How to complete this task
Your response must consist of the listing below, repeated exactly.

Records for this exercise
--------------------------------------------------
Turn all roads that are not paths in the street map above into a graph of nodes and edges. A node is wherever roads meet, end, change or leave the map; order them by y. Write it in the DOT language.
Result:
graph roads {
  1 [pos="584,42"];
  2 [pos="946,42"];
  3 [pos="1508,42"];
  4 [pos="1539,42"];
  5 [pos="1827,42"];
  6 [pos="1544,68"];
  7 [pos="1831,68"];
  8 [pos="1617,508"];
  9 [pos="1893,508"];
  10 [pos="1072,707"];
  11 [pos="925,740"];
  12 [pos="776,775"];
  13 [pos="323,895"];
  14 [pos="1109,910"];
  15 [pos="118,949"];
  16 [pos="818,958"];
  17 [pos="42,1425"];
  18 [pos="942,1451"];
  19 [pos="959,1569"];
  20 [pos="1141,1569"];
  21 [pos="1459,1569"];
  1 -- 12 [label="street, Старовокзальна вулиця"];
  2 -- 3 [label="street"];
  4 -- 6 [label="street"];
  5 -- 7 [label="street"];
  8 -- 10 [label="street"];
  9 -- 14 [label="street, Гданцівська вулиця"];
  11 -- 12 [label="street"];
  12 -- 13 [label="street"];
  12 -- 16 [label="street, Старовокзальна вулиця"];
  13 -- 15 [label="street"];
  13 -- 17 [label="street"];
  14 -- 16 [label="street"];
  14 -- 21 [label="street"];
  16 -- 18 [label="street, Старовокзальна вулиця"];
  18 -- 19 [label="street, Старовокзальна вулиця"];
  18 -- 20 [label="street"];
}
--------------------------------------------------
Solution to this exercise
Turn all roads that are not paths in the street map above into a graph of nodes and edges. A node is wherever roads meet, end, change or leave the map; order them by y. Write it in the DOT language.
Result:
graph roads {
  1 [pos="584,42"];
  2 [pos="946,42"];
  3 [pos="1508,42"];
  4 [pos="1539,42"];
  5 [pos="1827,42"];
  6 [pos="1544,68"];
  7 [pos="1831,68"];
  8 [pos="1617,508"];
  9 [pos="1893,508"];
  10 [pos="1072,707"];
  11 [pos="925,740"];
  12 [pos="776,775"];
  13 [pos="323,895"];
  14 [pos="1109,910"];
  15 [pos="118,949"];
  16 [pos="818,958"];
  17 [pos="42,1425"];
  18 [pos="942,1451"];
  19 [pos="959,1569"];
  20 [pos="1141,1569"];
  21 [pos="1459,1569"];
  1 -- 12 [label="street, Старовокзальна вулиця"];
  2 -- 3 [label="street"];
  4 -- 6 [label="street"];
  5 -- 7 [label="street"];
  8 -- 10 [label="street"];
  9 -- 14 [label="street, Гданцівська вулиця"];
  11 -- 12 [label="street"];
  12 -- 13 [label="street"];
  12 -- 16 [label="street, Старовокзальна вулиця"];
  13 -- 15 [label="street"];
  13 -- 17 [label="street"];
  14 -- 16 [label="street"];
  14 -- 21 [label="street"];
  16 -- 18 [label="street, Старовокзальна вулиця"];
  18 -- 19 [label="street, Старовокзальна вулиця"];
  18 -- 20 [label="street"];
}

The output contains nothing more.